# SAN LEANDRO **MEET**



## malveras (Jan 14, 2005)

OK. . .

so i was out driving with the wife and found the PERFECT spot for a meet. its by the water and LOTS of parking. no charge to get in, AND theres a BBQ pit. . so maybe we could get a BBQ going too. . any way here are the details. . .

by the way. . . . . . . .
********************************************************************** i have always had a good turn out, and i promise ill be there for my meet, and EARLY. . just to make sure that every one finds it. . ill try to post in as many places as i can. but help posting els where would be great. i hope to see a bunch of you guys out there. if i can, ill try to get the BBQ going on my dime, IF theres enuf people going, lol and i can afford it
**********************************************************************


WHERE- san leandro MARINA .all the way in the back. if you drive inside there are a couple of places to go but only one place thats WAY in the back. from there you can see the whole BAY. the briged and all of san fran. . GOOD PIC SPOT. . .

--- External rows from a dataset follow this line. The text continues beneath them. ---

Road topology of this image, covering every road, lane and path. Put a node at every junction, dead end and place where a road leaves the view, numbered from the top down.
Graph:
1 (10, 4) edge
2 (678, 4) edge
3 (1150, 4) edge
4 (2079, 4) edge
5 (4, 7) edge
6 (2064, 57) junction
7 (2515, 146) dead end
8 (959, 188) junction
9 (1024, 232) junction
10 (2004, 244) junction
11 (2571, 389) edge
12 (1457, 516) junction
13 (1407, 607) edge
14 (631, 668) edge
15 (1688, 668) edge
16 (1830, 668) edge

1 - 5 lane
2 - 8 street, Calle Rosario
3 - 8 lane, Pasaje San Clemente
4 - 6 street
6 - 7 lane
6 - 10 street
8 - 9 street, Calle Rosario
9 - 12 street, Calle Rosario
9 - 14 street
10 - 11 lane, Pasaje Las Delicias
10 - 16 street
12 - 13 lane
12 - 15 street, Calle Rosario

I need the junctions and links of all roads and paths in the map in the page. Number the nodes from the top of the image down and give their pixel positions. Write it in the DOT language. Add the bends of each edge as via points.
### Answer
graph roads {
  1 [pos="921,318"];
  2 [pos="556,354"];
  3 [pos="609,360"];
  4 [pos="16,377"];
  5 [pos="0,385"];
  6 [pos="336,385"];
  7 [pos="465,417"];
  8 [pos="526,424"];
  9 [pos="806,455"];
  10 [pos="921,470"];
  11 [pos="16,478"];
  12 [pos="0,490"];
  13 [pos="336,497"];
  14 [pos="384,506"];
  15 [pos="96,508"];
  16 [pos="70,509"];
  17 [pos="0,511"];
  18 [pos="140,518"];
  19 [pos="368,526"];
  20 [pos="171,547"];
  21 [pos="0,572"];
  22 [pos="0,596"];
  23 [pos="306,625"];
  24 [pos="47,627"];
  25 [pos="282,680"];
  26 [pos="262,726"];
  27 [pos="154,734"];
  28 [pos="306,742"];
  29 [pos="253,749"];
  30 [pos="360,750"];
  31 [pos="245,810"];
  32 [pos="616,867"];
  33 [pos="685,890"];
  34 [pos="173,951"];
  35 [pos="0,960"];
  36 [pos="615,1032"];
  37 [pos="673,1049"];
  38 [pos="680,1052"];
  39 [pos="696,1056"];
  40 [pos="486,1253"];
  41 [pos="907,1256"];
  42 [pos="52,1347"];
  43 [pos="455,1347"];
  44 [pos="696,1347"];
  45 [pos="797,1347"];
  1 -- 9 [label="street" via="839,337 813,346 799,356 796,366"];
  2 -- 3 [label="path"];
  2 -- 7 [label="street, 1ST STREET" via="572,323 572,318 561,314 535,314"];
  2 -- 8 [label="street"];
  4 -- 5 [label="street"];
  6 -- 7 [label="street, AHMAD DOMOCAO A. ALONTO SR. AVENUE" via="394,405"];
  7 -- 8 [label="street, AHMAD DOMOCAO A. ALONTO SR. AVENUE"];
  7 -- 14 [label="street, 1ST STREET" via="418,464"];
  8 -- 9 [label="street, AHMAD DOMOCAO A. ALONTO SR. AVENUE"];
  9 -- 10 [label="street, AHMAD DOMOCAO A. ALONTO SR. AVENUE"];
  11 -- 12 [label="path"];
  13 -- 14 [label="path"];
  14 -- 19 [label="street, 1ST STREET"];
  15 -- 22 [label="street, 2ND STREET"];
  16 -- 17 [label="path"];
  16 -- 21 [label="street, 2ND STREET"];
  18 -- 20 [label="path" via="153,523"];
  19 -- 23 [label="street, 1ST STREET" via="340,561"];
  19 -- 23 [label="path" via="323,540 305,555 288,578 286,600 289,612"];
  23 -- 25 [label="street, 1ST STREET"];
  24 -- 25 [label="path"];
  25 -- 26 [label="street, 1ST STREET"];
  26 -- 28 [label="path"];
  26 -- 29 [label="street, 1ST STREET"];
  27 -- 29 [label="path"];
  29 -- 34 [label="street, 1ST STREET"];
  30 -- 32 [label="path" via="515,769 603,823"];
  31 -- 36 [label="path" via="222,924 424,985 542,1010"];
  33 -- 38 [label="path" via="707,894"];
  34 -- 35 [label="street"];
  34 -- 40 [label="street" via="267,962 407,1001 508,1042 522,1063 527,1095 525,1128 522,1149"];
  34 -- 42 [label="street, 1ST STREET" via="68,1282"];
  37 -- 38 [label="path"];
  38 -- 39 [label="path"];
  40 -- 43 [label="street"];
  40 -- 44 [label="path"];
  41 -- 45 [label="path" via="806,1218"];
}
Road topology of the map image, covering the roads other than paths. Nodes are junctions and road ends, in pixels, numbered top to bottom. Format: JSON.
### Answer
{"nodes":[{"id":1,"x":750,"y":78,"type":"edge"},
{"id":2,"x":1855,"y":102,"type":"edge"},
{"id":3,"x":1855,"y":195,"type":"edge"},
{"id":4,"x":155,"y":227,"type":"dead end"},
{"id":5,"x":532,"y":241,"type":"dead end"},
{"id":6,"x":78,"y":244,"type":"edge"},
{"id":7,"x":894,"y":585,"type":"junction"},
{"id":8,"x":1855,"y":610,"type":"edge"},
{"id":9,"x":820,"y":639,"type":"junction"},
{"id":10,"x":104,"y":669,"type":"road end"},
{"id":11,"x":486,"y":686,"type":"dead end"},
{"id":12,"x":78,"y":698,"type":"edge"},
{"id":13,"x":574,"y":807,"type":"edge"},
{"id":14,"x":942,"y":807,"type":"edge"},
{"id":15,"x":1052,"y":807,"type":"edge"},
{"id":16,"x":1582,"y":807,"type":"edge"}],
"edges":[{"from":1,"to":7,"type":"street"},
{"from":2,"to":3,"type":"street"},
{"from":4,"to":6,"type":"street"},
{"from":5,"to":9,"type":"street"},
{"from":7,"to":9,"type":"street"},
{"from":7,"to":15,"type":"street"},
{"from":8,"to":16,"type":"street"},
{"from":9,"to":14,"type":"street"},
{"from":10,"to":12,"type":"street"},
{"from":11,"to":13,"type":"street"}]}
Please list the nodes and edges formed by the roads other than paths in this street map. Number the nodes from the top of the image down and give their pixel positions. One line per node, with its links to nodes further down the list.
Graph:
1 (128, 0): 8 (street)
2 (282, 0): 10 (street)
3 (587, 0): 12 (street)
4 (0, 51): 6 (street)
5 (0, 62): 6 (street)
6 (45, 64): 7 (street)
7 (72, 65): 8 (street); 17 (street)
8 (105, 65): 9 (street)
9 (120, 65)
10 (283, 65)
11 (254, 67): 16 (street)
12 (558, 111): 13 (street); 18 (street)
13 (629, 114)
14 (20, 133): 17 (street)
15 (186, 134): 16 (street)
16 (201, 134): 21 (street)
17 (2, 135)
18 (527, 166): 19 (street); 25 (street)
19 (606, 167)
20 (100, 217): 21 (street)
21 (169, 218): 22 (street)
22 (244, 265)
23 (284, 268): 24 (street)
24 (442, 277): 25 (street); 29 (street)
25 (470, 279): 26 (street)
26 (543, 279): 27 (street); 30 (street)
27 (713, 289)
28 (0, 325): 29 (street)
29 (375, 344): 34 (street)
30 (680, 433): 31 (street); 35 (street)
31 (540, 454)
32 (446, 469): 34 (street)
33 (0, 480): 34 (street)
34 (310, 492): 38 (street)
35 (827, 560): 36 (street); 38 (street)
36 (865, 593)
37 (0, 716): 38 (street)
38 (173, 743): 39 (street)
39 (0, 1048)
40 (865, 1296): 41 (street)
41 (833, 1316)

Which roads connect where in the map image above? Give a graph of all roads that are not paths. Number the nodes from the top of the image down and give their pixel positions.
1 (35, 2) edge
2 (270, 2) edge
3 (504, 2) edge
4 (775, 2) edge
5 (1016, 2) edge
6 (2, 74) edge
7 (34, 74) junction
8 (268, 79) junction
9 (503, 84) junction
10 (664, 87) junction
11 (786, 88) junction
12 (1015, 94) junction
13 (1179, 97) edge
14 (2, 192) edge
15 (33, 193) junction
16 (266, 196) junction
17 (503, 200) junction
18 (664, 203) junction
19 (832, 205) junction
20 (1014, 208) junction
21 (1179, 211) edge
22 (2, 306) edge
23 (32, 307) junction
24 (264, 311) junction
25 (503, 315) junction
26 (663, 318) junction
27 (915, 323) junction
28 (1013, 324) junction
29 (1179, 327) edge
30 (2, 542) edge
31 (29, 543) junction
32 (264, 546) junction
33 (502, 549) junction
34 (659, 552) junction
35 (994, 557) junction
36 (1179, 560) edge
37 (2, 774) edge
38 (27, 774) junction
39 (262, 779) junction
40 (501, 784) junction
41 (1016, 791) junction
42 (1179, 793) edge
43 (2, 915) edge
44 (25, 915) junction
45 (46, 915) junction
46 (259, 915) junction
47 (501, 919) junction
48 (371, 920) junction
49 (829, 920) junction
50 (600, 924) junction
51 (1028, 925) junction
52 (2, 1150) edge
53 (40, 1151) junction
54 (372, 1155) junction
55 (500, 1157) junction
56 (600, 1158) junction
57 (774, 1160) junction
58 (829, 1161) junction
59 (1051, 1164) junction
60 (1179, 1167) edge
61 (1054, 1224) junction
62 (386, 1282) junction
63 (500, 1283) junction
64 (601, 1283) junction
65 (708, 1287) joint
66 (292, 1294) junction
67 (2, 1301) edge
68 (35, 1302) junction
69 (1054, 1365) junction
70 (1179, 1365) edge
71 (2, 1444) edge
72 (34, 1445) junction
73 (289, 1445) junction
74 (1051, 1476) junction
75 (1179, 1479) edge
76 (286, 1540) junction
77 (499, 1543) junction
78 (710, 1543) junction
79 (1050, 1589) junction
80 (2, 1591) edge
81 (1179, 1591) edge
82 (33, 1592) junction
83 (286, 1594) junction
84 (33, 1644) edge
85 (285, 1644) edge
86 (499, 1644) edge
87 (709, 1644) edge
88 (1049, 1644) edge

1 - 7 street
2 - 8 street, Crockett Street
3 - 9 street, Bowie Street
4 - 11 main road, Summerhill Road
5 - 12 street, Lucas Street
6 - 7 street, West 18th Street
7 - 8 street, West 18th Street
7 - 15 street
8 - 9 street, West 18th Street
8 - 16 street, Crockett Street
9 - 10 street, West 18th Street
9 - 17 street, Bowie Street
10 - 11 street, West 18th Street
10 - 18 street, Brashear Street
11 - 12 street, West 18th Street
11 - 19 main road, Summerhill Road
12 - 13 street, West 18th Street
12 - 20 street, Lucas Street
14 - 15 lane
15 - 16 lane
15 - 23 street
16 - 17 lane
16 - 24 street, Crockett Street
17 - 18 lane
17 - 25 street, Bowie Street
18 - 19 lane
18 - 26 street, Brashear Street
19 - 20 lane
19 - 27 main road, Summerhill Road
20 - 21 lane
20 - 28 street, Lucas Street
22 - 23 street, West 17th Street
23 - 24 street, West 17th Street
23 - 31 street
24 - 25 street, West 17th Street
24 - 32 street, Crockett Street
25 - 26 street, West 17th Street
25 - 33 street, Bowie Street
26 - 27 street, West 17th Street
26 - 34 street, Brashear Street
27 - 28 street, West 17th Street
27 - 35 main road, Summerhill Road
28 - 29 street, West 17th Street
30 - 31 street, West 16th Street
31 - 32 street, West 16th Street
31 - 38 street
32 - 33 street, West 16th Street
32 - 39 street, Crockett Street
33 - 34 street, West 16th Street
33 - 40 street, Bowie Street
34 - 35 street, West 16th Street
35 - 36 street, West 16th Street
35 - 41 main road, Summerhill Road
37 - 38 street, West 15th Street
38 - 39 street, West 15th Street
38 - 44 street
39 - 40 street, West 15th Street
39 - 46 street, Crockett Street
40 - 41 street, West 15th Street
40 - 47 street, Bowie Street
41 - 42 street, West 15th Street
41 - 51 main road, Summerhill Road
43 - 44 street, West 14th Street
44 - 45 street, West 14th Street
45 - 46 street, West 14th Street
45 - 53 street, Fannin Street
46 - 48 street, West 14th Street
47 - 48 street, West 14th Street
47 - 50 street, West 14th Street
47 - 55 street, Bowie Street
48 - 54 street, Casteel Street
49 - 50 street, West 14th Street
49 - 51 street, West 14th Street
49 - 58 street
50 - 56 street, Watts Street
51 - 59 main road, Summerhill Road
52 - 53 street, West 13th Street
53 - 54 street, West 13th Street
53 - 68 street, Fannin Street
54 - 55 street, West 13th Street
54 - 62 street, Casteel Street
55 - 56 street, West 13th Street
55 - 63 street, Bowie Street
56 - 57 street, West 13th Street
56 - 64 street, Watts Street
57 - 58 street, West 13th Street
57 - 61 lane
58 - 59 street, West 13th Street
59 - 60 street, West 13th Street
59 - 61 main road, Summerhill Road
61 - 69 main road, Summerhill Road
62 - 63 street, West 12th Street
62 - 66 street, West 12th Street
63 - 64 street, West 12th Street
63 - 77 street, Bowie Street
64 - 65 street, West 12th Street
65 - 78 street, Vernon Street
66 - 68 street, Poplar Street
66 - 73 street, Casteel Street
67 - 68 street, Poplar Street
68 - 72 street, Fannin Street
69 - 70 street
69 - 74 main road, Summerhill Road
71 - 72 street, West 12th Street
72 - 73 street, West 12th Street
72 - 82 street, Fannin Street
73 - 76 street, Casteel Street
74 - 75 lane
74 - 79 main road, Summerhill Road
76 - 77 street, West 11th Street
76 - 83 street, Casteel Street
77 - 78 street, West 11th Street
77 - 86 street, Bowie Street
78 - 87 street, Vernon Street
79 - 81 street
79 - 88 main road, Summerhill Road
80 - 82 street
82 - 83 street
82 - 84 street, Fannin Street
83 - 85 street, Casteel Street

when- FRIDAY. . .OCTOBER 7, 2006

what time- 6:30 pm

who- EVERY one. esp 240. . but any car welcome. ..

COME On. i got three weeks to get this thing going. like i said enuf people. and i BBQ
**********************************************************************
if i can get 30 people to come to this meet, ill do the BBQ
**********************************************************************
the list


me- diesel
-kraynohr240sx
-1on1
-blue240
-Projekt_S13
-E10ChickeN- and freinds
-trigger94587
-shift_Sideways


----------



## malveras (Jan 14, 2005)

--------------------------------------------------------------------------------

if any one wants to can bring anything that would rock, money is a lil tight for me, but i can def get all the meat. . 

1-plates-
2-sodas- ~Projekt_s13~
3-napkins-
4-Condiments- 

anything would rock. . .thanks for the help

update on the list. . 

me- diesel
kraynohr240sx
1on1
blue240
Projekt_S13
E10ChickeN- and freinds
trigger94587
Shift_Sideways
phase12xs13 
G35_RJ
AJ1356
HEAT_RAVE_R
Hillside107
zxpwr
downshift_sideways 
lilaznjeff


----------



## malveras (Jan 14, 2005)

HERES THE ADDRESS. . . 

13800 Monarch Bay Dr, San Leandro, CA 94577

if you copy and paste that crap, it will show you a bar and grill thats right by the meet. . thats the nearist i could get to the meet. . .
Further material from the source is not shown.